» About this task:
Work out how many lines below contain the word "other", then give that number alone.

» Listed records:
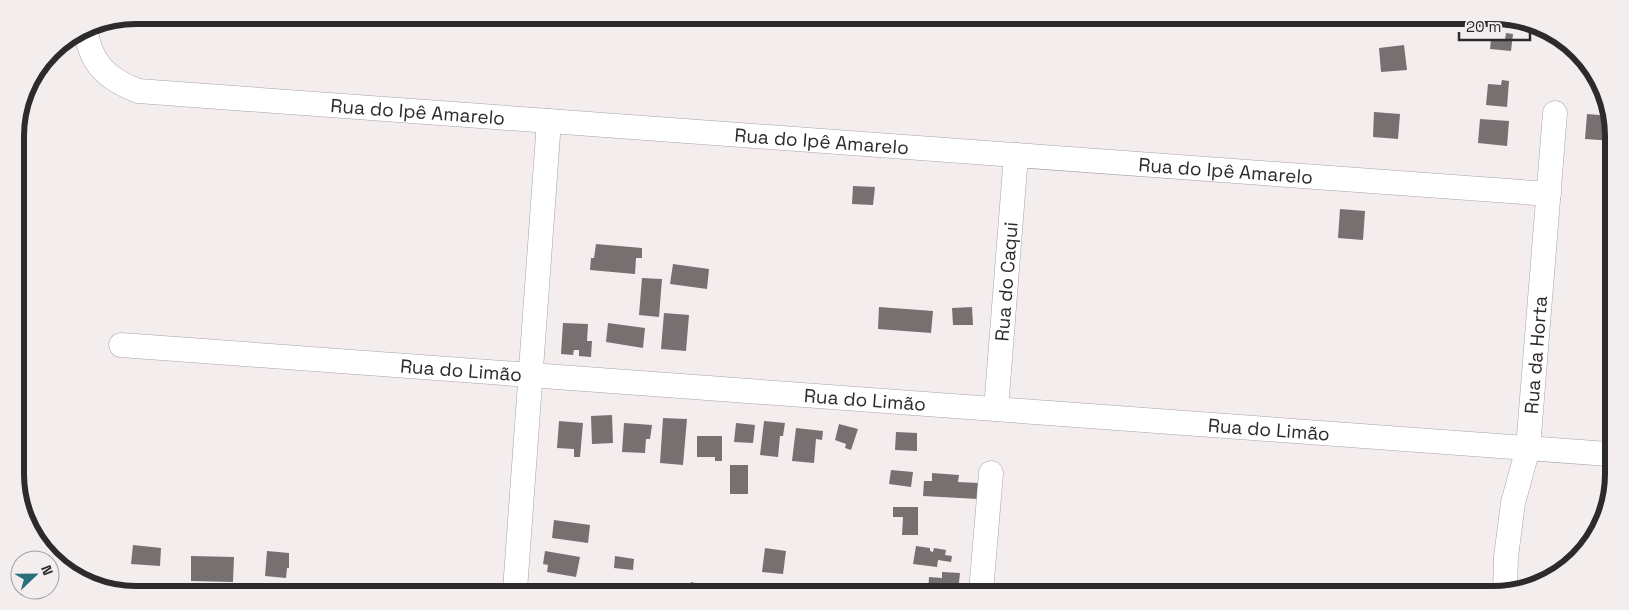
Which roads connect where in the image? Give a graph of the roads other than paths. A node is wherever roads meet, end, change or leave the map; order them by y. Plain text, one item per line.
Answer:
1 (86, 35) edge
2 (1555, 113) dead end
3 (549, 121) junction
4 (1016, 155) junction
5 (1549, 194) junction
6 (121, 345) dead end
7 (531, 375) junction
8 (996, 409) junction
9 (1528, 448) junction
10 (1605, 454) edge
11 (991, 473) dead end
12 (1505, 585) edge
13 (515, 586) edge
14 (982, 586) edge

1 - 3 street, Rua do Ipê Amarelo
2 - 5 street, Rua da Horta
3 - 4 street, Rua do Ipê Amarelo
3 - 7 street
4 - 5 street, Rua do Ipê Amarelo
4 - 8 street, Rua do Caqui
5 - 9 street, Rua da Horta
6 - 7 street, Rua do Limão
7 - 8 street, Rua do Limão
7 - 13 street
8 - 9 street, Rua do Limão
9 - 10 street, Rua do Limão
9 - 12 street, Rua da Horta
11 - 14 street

==

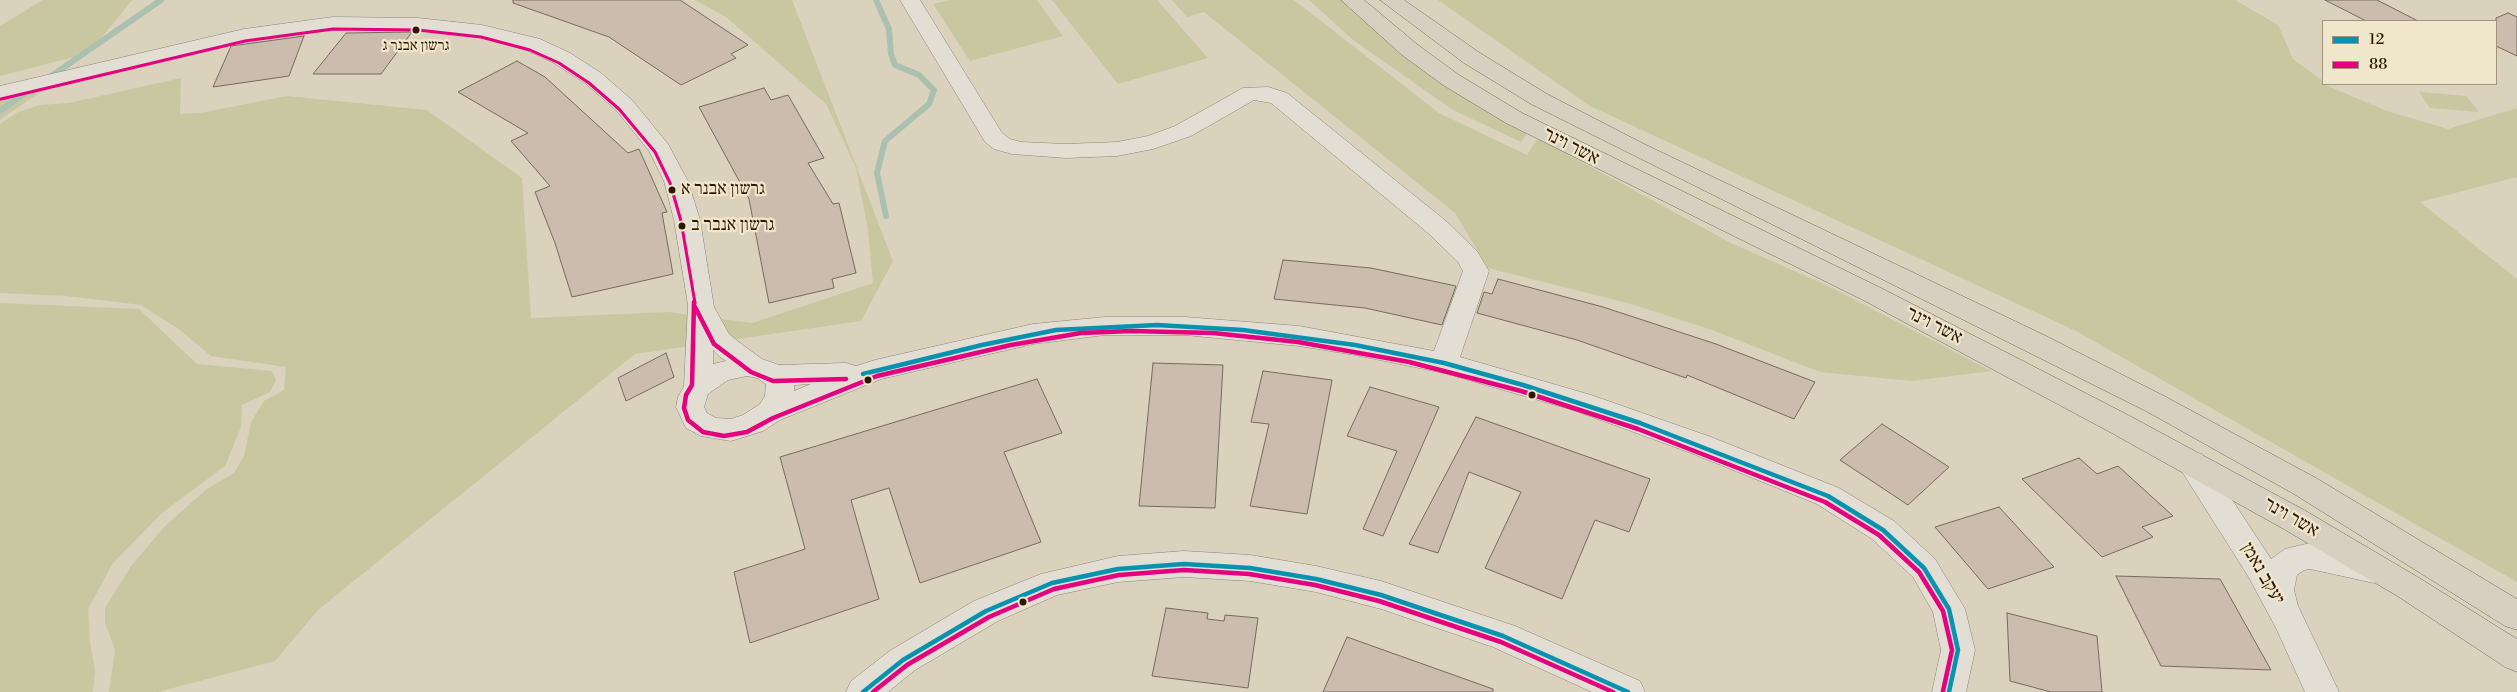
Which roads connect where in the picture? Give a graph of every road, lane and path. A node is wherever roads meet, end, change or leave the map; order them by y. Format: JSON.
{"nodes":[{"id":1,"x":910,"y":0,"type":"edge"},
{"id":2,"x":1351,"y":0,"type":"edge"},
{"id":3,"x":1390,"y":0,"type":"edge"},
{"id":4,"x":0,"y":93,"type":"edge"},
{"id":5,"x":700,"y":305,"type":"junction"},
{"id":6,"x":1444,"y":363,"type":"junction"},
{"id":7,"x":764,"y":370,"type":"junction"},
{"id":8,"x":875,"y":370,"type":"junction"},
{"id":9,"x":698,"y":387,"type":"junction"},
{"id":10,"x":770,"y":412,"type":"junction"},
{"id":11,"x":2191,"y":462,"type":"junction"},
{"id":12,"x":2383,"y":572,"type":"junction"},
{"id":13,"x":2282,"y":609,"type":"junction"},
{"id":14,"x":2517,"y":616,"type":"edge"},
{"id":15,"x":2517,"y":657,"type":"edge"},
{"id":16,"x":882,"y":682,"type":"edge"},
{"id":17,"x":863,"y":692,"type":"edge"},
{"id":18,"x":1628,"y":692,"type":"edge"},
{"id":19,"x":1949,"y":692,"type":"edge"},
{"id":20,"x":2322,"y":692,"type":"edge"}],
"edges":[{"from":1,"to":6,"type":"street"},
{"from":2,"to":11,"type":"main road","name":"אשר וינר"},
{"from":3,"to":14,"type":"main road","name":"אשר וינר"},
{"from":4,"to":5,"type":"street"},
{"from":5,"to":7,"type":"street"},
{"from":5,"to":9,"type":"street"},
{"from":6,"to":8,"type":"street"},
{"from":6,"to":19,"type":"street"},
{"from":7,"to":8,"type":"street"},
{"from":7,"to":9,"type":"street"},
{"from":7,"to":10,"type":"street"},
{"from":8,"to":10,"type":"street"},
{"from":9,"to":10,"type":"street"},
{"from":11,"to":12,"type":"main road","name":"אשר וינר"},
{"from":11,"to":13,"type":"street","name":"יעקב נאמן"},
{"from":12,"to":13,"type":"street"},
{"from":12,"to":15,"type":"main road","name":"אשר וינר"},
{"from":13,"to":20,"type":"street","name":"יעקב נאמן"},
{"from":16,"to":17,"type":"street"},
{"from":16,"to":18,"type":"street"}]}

==

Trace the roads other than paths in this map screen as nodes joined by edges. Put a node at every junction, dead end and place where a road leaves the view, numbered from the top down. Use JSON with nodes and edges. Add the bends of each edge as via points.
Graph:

» Completed task:
2